Frankfurt and Paris stocks wobbled but London rose on strong second-quarter BP results — and despite growing expectation that the Bank of England could raise British interest rates this Thursday to the highest level for more than nine years.

Economic growth in the 19-nation Eurozone slowed in the second quarter this year, data showed, amid rising concerns over the impact of global trade tensions fueled by Washington.

Gross domestic product (GDP) expansion in the single currency bloc hit 0.3 percent in the three months to June, below the 0.4 percent of the previous quarter.

Eurozone inflation meanwhile accelerated in July to 2.1 percent on high oil prices. That was the fastest rate since late 2012 and pushed the euro higher versus the dollar.

                 

                 

Inflation tempers GDP impact

“A disappointing eurozone GDP reading was countered by a better-than-forecast inflation figure, flattening out the potential reaction to either number,” noted Spreadex analyst Connor Campbell.

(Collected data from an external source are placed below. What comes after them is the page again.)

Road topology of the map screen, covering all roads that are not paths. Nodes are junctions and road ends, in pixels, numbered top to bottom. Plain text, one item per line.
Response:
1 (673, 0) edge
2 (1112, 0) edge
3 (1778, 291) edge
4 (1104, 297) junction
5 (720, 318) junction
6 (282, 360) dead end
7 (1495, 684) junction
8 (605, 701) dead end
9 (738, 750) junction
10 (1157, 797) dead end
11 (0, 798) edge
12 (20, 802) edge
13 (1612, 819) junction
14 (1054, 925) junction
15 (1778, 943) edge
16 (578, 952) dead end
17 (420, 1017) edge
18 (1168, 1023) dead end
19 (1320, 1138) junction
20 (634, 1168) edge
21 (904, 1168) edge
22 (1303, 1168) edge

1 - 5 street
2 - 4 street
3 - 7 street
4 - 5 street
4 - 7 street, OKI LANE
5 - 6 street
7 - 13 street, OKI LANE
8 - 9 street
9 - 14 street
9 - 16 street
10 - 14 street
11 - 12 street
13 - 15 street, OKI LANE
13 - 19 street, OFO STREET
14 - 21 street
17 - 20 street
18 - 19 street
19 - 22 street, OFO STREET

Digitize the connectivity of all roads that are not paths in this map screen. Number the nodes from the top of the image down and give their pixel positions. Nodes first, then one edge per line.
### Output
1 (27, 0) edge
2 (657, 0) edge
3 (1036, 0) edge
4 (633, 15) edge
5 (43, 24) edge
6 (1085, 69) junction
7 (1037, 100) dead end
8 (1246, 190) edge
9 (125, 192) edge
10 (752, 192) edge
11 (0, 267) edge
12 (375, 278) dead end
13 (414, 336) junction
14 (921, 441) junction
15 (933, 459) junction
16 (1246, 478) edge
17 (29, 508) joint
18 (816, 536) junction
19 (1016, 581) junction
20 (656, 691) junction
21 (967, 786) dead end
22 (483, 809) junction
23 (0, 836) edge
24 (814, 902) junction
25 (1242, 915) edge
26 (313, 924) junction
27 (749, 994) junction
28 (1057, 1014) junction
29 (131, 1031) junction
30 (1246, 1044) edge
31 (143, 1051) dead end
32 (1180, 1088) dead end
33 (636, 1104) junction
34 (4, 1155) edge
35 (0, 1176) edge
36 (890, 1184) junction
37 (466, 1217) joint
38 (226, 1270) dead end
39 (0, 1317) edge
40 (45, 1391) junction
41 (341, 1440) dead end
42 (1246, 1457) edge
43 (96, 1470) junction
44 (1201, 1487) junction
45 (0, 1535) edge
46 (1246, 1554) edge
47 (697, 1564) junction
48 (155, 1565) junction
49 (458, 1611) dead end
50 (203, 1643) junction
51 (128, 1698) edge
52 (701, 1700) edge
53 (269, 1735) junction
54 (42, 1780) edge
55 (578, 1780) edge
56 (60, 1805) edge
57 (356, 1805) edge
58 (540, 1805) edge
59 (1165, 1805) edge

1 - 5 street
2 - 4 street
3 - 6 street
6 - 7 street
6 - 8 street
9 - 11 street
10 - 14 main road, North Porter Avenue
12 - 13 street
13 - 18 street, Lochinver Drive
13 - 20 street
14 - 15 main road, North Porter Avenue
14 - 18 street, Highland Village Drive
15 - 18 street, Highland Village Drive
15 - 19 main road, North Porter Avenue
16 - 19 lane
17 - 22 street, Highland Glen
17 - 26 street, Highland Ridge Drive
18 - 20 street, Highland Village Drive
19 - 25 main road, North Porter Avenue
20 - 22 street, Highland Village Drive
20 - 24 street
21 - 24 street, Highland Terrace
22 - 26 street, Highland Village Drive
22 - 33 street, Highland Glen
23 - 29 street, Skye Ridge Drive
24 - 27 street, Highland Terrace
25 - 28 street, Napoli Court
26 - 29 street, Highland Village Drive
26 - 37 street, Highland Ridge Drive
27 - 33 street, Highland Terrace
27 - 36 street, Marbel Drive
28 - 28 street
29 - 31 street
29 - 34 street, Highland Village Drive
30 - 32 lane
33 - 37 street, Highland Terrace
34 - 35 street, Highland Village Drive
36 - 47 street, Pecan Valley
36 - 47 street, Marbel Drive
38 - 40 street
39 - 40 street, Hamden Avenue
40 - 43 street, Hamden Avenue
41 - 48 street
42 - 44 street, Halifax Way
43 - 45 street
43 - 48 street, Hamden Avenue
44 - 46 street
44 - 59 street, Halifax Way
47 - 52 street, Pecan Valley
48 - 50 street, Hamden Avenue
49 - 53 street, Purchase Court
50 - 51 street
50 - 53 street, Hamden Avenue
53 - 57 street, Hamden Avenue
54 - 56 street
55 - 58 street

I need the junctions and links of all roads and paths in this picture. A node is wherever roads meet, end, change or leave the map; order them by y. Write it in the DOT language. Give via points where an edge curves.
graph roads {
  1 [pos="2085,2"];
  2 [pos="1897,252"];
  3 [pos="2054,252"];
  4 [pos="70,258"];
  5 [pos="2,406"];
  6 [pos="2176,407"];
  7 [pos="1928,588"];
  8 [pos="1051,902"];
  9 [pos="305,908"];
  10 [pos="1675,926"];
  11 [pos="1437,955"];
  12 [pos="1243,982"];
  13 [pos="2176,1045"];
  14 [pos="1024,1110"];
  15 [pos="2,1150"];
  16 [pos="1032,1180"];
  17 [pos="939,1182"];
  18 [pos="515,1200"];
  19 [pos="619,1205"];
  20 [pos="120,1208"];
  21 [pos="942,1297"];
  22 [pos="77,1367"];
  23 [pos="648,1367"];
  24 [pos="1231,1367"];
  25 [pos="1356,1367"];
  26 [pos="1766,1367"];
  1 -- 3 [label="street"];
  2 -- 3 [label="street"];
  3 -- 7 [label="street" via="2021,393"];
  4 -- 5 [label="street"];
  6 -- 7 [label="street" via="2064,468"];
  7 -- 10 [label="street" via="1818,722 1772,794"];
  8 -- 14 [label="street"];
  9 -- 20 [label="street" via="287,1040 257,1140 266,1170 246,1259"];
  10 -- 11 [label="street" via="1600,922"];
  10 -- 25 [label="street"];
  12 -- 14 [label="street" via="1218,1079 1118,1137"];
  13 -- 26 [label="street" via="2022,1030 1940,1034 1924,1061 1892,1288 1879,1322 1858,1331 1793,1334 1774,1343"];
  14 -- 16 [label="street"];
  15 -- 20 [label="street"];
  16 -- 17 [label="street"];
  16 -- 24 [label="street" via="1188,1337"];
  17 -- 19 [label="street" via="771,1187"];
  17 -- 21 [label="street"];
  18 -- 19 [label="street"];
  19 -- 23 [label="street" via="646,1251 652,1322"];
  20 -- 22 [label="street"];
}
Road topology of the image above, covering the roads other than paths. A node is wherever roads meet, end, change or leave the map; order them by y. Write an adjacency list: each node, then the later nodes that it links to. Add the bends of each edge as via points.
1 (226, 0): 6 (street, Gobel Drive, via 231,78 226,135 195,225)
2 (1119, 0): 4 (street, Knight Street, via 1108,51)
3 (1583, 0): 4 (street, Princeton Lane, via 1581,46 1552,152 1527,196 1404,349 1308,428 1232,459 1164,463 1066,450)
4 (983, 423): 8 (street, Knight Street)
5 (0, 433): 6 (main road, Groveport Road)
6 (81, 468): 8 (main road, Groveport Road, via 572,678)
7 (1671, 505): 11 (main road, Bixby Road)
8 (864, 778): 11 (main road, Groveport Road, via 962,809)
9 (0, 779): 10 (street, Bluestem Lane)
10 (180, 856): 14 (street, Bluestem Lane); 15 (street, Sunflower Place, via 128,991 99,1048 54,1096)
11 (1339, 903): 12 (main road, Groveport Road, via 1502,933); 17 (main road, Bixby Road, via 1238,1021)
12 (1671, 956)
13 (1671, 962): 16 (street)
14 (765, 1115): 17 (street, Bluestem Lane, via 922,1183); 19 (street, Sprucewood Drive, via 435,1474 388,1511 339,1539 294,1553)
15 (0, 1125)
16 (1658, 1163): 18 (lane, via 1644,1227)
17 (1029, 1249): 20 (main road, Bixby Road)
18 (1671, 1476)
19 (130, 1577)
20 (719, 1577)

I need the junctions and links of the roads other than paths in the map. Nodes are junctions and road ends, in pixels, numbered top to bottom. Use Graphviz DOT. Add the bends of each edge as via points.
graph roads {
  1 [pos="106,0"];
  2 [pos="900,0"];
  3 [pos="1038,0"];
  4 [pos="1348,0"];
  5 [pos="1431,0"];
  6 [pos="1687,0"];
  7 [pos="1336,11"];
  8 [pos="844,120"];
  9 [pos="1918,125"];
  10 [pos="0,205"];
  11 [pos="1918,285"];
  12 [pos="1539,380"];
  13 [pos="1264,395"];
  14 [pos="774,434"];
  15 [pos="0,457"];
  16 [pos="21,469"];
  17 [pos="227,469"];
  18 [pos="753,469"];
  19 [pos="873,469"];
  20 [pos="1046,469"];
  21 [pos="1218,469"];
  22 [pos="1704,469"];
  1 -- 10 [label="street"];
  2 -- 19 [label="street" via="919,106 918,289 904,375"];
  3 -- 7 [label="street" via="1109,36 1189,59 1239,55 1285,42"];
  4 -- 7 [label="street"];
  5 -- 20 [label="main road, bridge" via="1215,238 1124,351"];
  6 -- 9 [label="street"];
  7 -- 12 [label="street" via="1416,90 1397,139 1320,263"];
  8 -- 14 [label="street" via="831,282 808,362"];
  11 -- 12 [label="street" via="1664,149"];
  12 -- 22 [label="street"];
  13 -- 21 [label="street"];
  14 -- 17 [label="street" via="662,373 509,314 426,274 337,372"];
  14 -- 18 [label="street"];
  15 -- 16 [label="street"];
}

“The euro-damaging nature of that (GDP) number was tempered by the news that inflation hit 2.1 percent in July, the metric crossing the European Central Bank's long-held 2.0-percent target for the first time since 2012.”

Uncertainty over trade helped ECB governors last week decide to leave interest rates at historic lows even though they stuck to plans to halve “quantitative easing” or mass bond-buying from October before wrapping up the stimulus at the end of 2018.

The latest data has now placed ECB governors in a quandary, according to Capital Index research director Kathleen Brooks.

“Ultimately, stocks could come under pressure as the latest Eurozone data suggests that the ECB is in a bind — weaker GDP, yet inflation is rising at its fastest rate since December 2012,” Brooks told AFP.

“Considering the ECB has an inflation mandate only, this could indicate that rates may have to rise just at the time that growth is starting to slow. This is good news for the euro, bad news for stocks.”

 

BoJ tweaks policy

Asian equities traded mixed as the Bank of Japan tweaked its monetary policy in a bid to make its massive easing programme sustainable.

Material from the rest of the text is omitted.